> _EXERCISE DESCRIPTION_: In the records that follow, skip the pictures and print everything else exactly.
[Opening SOURCE MATERIAL section]
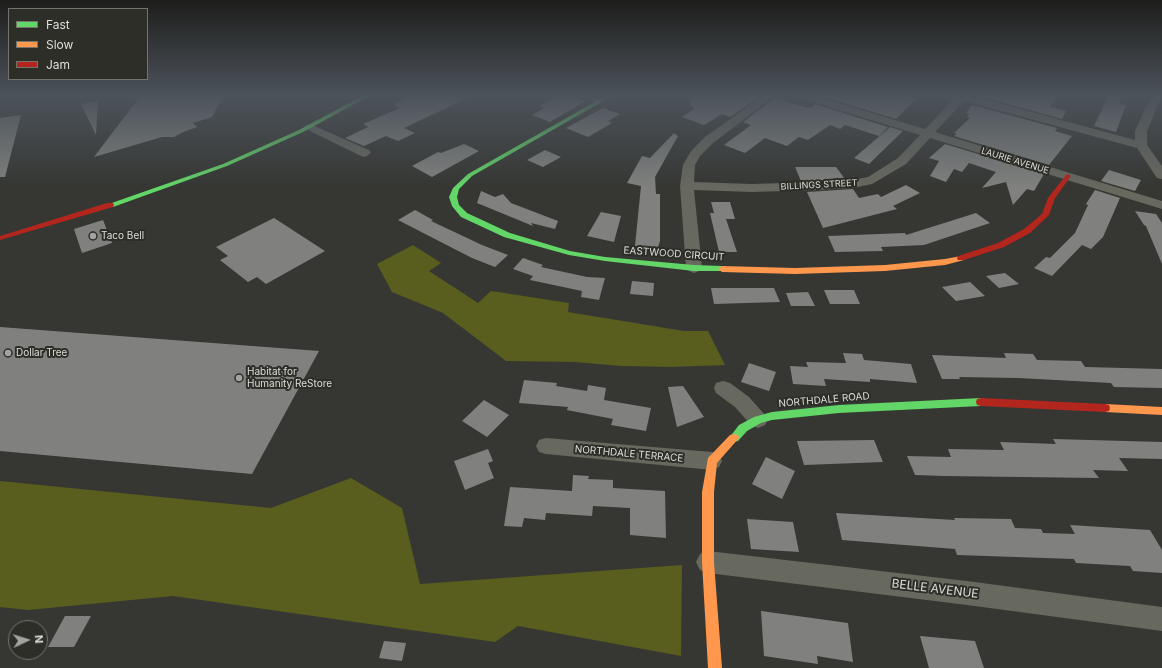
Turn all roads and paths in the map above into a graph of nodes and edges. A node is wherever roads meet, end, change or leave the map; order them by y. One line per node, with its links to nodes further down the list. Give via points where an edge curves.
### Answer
1 (291, 126): 16 (main road, via 221,156 134,188)
2 (555, 126): 18 (main road, EASTWOOD CIRCUIT, via 470,174 456,188 453,197 456,206 464,215 507,235 569,253)
3 (728, 126): 14 (street, via 694,154 689,165)
4 (902, 126): 9 (street, LAURIE AVENUE)
5 (935, 126): 9 (street, BILLINGS STREET)
6 (1071, 126): 10 (street)
7 (1143, 126): 10 (street)
8 (310, 127): 11 (street); 17 (main road, via 251,154 179,182 100,209)
9 (928, 134): 13 (street, LAURIE AVENUE); 14 (street, BILLINGS STREET, via 902,161 872,180 817,186)
10 (1140, 145): 12 (street)
11 (365, 153)
12 (1162, 175)
13 (1068, 176): 15 (street, LAURIE AVENUE); 18 (main road, EASTWOOD CIRCUIT, via 1052,198 1045,215 1027,231 972,256 945,262 885,268 795,271)
14 (687, 186): 18 (street)
15 (1162, 205)
16 (24, 221)
17 (0, 238)
18 (694, 268)
19 (722, 388): 21 (street, via 742,402)
20 (1162, 411): 21 (main road, NORTHDALE ROAD, via 992,401 840,409 772,416)
21 (758, 420): 23 (main road, NORTHDALE ROAD, via 743,428)
22 (546, 446): 23 (street, NORTHDALE TERRACE)
23 (712, 461): 24 (main road, via 708,492)
24 (708, 562): 25 (street, BELLE AVENUE); 26 (main road)
25 (1162, 619)
26 (715, 668)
[Closing SOURCE MATERIAL section]
> _EXERCISE RESPONSE_:
Turn all roads and paths in the map above into a graph of nodes and edges. A node is wherever roads meet, end, change or leave the map; order them by y. One line per node, with its links to nodes further down the list. Give via points where an edge curves.
### Answer
1 (291, 126): 16 (main road, via 221,156 134,188)
2 (555, 126): 18 (main road, EASTWOOD CIRCUIT, via 470,174 456,188 453,197 456,206 464,215 507,235 569,253)
3 (728, 126): 14 (street, via 694,154 689,165)
4 (902, 126): 9 (street, LAURIE AVENUE)
5 (935, 126): 9 (street, BILLINGS STREET)
6 (1071, 126): 10 (street)
7 (1143, 126): 10 (street)
8 (310, 127): 11 (street); 17 (main road, via 251,154 179,182 100,209)
9 (928, 134): 13 (street, LAURIE AVENUE); 14 (street, BILLINGS STREET, via 902,161 872,180 817,186)
10 (1140, 145): 12 (street)
11 (365, 153)
12 (1162, 175)
13 (1068, 176): 15 (street, LAURIE AVENUE); 18 (main road, EASTWOOD CIRCUIT, via 1052,198 1045,215 1027,231 972,256 945,262 885,268 795,271)
14 (687, 186): 18 (street)
15 (1162, 205)
16 (24, 221)
17 (0, 238)
18 (694, 268)
19 (722, 388): 21 (street, via 742,402)
20 (1162, 411): 21 (main road, NORTHDALE ROAD, via 992,401 840,409 772,416)
21 (758, 420): 23 (main road, NORTHDALE ROAD, via 743,428)
22 (546, 446): 23 (street, NORTHDALE TERRACE)
23 (712, 461): 24 (main road, via 708,492)
24 (708, 562): 25 (street, BELLE AVENUE); 26 (main road)
25 (1162, 619)
26 (715, 668)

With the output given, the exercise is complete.